▸ WHAT IS NEEDED
Every record below is to be restated word for word, and no picture is to be copied.

START LISTED RECORDS

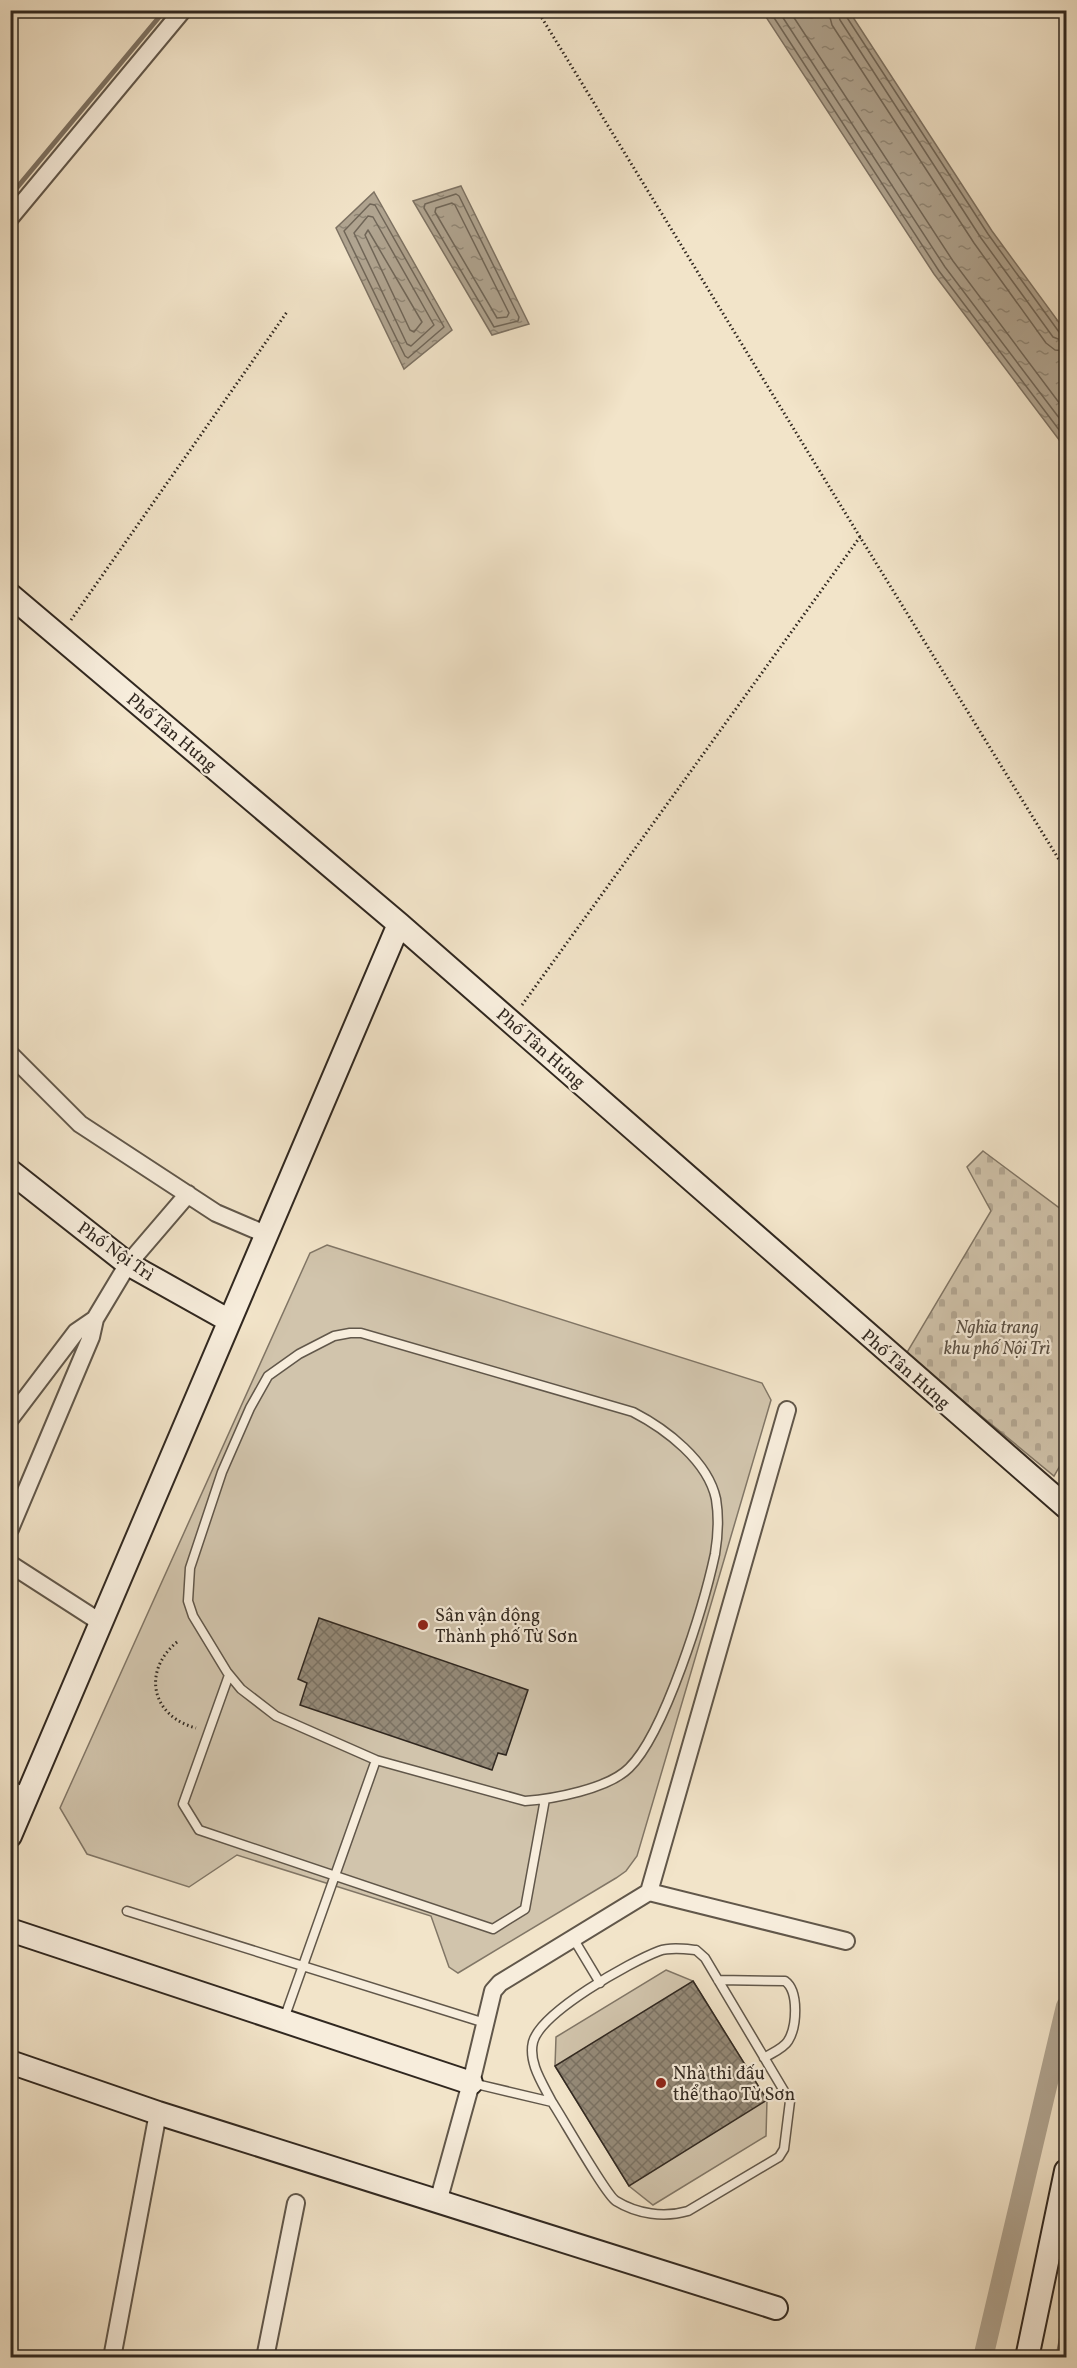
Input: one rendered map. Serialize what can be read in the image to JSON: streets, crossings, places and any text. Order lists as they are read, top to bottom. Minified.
{"streets":{"street":["Phố Tân Hưng","Phố Nội Trì"]},"parks":["Nghĩa trang khu phố Nội Trì"],"places":["Sân vận động Thành phố Từ Sơn","Nhà thi đấu thể thao Từ Sơn"]}
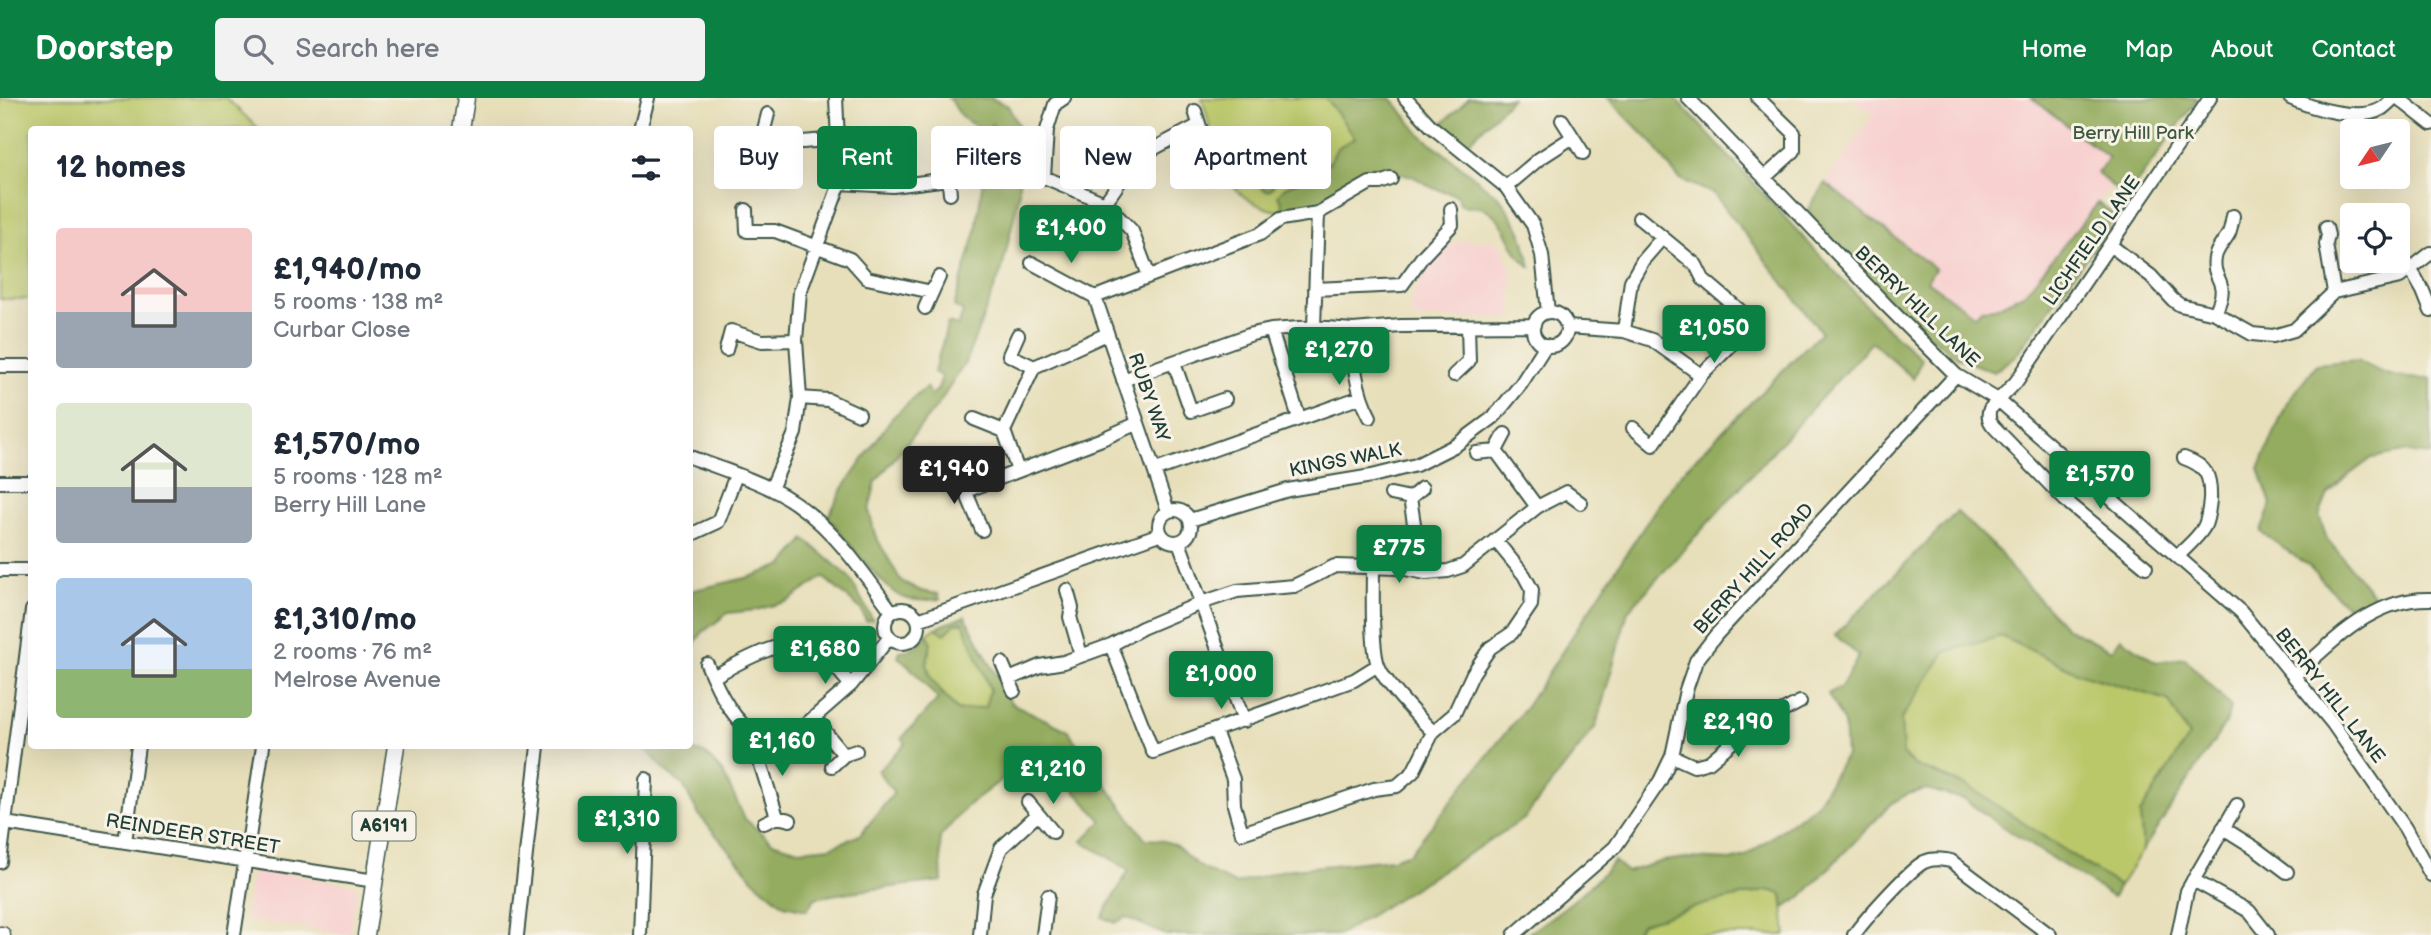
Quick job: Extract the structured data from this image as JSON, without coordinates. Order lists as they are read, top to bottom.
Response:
{
  "streets": {
    "main road": ["A6191"],
    "street": [
      "LICHFIELD LANE",
      "BERRY HILL LANE",
      "RUBY WAY",
      "KINGS WALK",
      "BERRY HILL ROAD",
      "REINDEER STREET"
    ]
  },
  "crossings": [
    ["LICHFIELD LANE", "BERRY HILL LANE"],
    ["BERRY HILL LANE", "BERRY HILL ROAD"],
    ["RUBY WAY", "KINGS WALK"],
    ["A6191", "REINDEER STREET"]
  ],
  "parks": ["Berry Hill Park"],
  "north": "bottom left",
  "page": {
    "header": "Doorstep",
    "search": "Search here",
    "nav": [
      "Home",
      "Map",
      "About",
      "Contact"
    ],
    "chip": [
      "Buy",
      "Rent",
      "Filters",
      "New",
      "Apartment"
    ],
    "heading": "12 homes",
    "price": [
      "£1,400",
      "£1,050",
      "£1,270",
      "£1,940",
      "£1,570",
      "£775",
      "£1,680",
      "£1,000",
      "£2,190",
      "£1,160",
      "£1,210",
      "£1,310"
    ],
    "list": [
      {
        "name": "£1,940/mo",
        "note": "5 rooms · 138 m² · Curbar Close"
      },
      {
        "name": "£1,570/mo",
        "note": "5 rooms · 128 m² · Berry Hill Lane"
      },
      {
        "name": "£1,310/mo",
        "note": "2 rooms · 76 m² · Melrose Avenue"
      }
    ]
  }
}
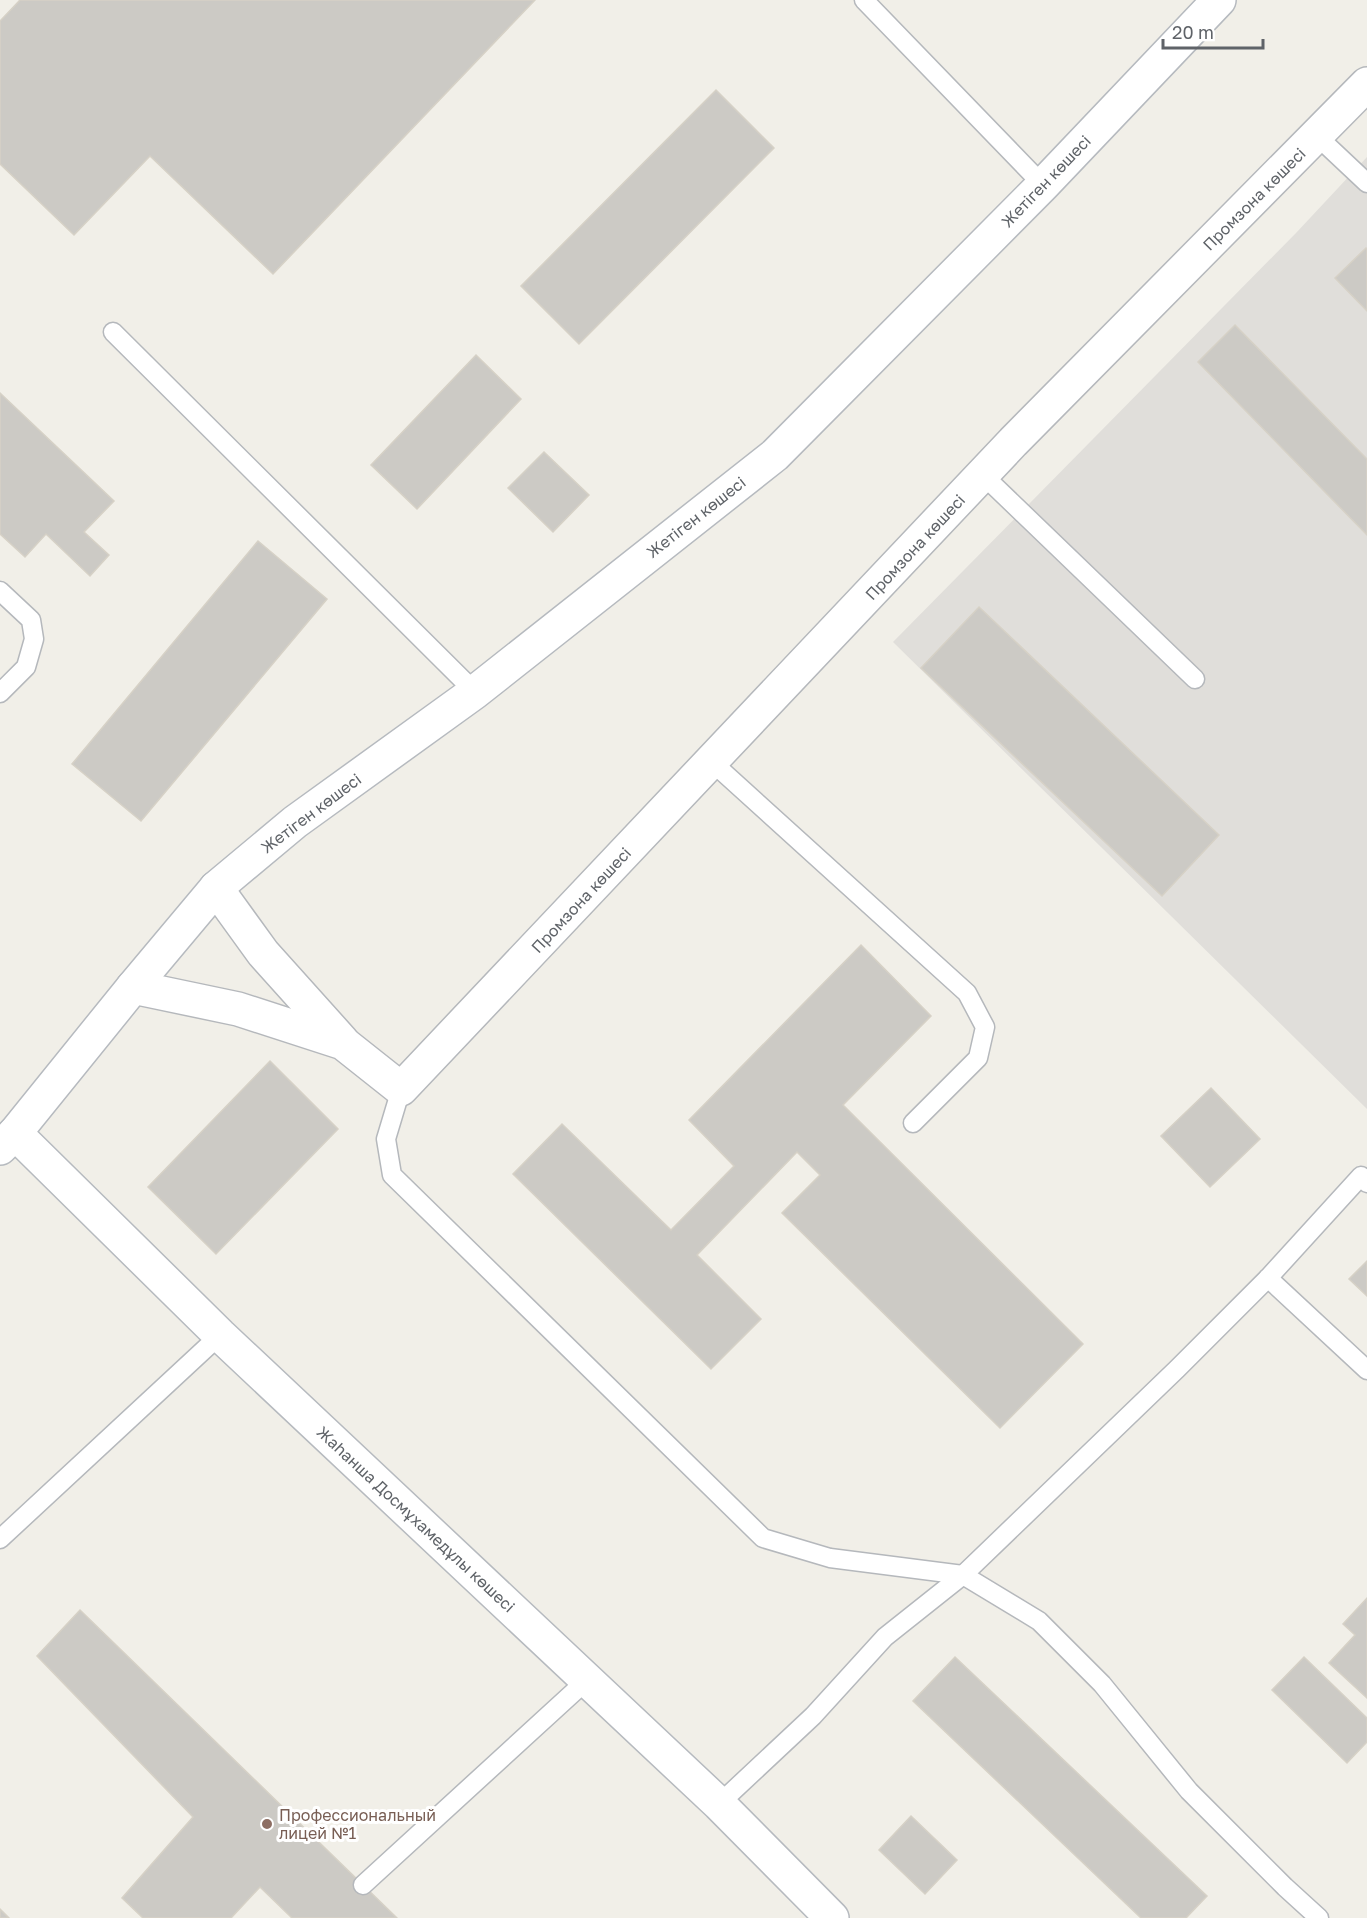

END LISTED RECORDS

▸ SOLUTION FOR THIS EXERCISE
Input: one rendered map. Serialize what can be read in the image to JSON: streets, crossings, places and any text. Order lists as they are read, top to bottom. Minified.
{"streets":{"street":["Phố Tân Hưng","Phố Nội Trì"]},"parks":["Nghĩa trang khu phố Nội Trì"],"places":["Sân vận động Thành phố Từ Sơn","Nhà thi đấu thể thao Từ Sơn"]}
Quick job: Extract the structured data from this image as JSON, without coordinates. Order lists as they are read, top to bottom.
Response:
{
  "streets": {
    "main road": ["A6191"],
    "street": [
      "LICHFIELD LANE",
      "BERRY HILL LANE",
      "RUBY WAY",
      "KINGS WALK",
      "BERRY HILL ROAD",
      "REINDEER STREET"
    ]
  },
  "crossings": [
    ["LICHFIELD LANE", "BERRY HILL LANE"],
    ["BERRY HILL LANE", "BERRY HILL ROAD"],
    ["RUBY WAY", "KINGS WALK"],
    ["A6191", "REINDEER STREET"]
  ],
  "parks": ["Berry Hill Park"],
  "north": "bottom left",
  "page": {
    "header": "Doorstep",
    "search": "Search here",
    "nav": [
      "Home",
      "Map",
      "About",
      "Contact"
    ],
    "chip": [
      "Buy",
      "Rent",
      "Filters",
      "New",
      "Apartment"
    ],
    "heading": "12 homes",
    "price": [
      "£1,400",
      "£1,050",
      "£1,270",
      "£1,940",
      "£1,570",
      "£775",
      "£1,680",
      "£1,000",
      "£2,190",
      "£1,160",
      "£1,210",
      "£1,310"
    ],
    "list": [
      {
        "name": "£1,940/mo",
        "note": "5 rooms · 138 m² · Curbar Close"
      },
      {
        "name": "£1,570/mo",
        "note": "5 rooms · 128 m² · Berry Hill Lane"
      },
      {
        "name": "£1,310/mo",
        "note": "2 rooms · 76 m² · Melrose Avenue"
      }
    ]
  }
}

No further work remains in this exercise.